ID stage: On the second clock cycle, the instruction decoder decodes the first instruction. Depending on if the instruction type is J- (currently unsupported), I-, or R-type, the appropriate registers are read from the register file and the immediates are sign extended. These, along with register destination used for the WB stage, are fed into the ID/EX register to be processed later. The control LUT also takes in the OP and FUNCT codes from the decoded instruction to output the appropriate control lines, also fed into the ID/EX register. If a LW hazard is detected, all the control lines are flushed or set to 0 before they reach the ID/EX register to generate a no-op between the LW instruction and the next instruction.

EX stage: On the third clock cycle, the ALU calculates the appropriate data or address using the appropriate ALU function, depending on the ALUsrc and ALUctrl lines previous looked up in the control LUT for the instruction. The control lines needed for this stage are used here and the rest are fed into the EX/MEM register to be used at the next two stages. The output of the ALU, as well as the register destinations previously determined, are also pushed forward. In addition, there are two muxes that determine the operands of the ALU, which take the values from the MEM or WB stages when a forwarding hazard is determined by the forwarding LUT. Otherwise, the normal operands from this stage's instruction are used. The positions of the ForwardB mux and ALUsrc mux are switched in the diagram, so ForwardB actually occurs before ALUsrc. LW hazards are also determined from the Rs and Rt registers in this stage, as well as from the ID stage. The LUT outputs

the appropriate stalling and flushing control lines to stall the PC and IF/ID register and flush the ID/EX register to introduce the no-op.

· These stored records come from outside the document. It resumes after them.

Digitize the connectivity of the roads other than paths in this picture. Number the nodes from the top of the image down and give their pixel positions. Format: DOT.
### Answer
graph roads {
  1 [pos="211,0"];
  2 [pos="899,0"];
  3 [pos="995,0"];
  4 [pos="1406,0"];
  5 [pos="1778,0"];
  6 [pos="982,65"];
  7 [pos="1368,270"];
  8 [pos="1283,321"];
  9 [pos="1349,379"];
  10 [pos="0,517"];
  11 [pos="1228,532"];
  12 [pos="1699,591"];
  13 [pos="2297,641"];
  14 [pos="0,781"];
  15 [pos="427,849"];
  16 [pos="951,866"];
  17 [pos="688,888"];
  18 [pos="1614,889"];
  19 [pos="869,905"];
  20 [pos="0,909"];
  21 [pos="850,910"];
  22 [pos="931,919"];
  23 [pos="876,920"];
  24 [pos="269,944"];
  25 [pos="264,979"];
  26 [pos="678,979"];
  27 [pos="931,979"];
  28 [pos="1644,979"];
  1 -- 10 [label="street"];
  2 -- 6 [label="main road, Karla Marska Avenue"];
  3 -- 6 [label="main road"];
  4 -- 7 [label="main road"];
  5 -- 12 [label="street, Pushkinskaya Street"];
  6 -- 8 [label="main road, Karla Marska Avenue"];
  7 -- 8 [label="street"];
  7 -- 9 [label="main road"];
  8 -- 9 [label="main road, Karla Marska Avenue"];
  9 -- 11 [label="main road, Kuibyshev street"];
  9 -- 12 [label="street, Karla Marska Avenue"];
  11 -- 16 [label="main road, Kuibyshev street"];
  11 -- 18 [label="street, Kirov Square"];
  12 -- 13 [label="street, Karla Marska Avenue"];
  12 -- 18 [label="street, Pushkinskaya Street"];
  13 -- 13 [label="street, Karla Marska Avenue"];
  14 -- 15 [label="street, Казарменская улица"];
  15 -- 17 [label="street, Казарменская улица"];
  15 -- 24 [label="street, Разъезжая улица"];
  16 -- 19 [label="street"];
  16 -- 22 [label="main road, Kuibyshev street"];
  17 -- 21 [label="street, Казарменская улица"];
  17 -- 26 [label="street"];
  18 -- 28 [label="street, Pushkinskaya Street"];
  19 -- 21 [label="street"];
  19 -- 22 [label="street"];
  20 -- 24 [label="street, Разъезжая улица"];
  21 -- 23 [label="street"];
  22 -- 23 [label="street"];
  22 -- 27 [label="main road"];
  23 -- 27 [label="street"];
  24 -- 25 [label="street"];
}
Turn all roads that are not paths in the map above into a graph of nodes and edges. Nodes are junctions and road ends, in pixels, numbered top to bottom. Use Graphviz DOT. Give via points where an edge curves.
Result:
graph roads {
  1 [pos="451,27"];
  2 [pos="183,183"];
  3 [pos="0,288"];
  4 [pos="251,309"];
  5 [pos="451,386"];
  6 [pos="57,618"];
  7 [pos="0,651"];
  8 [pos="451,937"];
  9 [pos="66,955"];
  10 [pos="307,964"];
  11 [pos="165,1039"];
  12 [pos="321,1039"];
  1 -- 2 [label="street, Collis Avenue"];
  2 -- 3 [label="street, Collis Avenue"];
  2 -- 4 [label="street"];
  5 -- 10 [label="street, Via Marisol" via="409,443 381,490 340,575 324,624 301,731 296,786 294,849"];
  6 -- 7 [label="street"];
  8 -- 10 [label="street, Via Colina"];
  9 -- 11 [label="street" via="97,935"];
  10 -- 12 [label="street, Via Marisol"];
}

MEM stage: On the fourth clock cycle, the control lines for the MEM stage are used here and the final control lines for the WB stage are fed into the MEM/WB register. Data may be written or read from data memory, which exists in the same memory module as instruction memory, depending on the control lines previously determined for this stage, i.e. whether the instruction is SW or LW. The data read from memory is fed into the intermediate register, as is the output of the ALU and the register destination previously determined.

WB stage: On the fifth and final clock cycle for a single instruction, a mux determines whether the data written to the register, if at all, depending on the RegWr control line, is from memory (LW) or from the ALU (ALU MIPS functions). The forwarding LUT takes the register destinations and control lines from the WB and the MEM stage, as well as the registers from the EX stage, to determining the forwarding necessary.

When thinking through different implementations of MIPS code on the above pipeline CPU schematic we ran into some problems. We broke these hazards into 3 types, Data Hazards, Structual Hazards and Control/Branch hazards. In order to mitigate data hazards we took advantage of "forwarding". This is done in hardware by allowing future instructions to access a value computed by the ALU before it is stored in memory. To deal with structural hazards we are adding stalling.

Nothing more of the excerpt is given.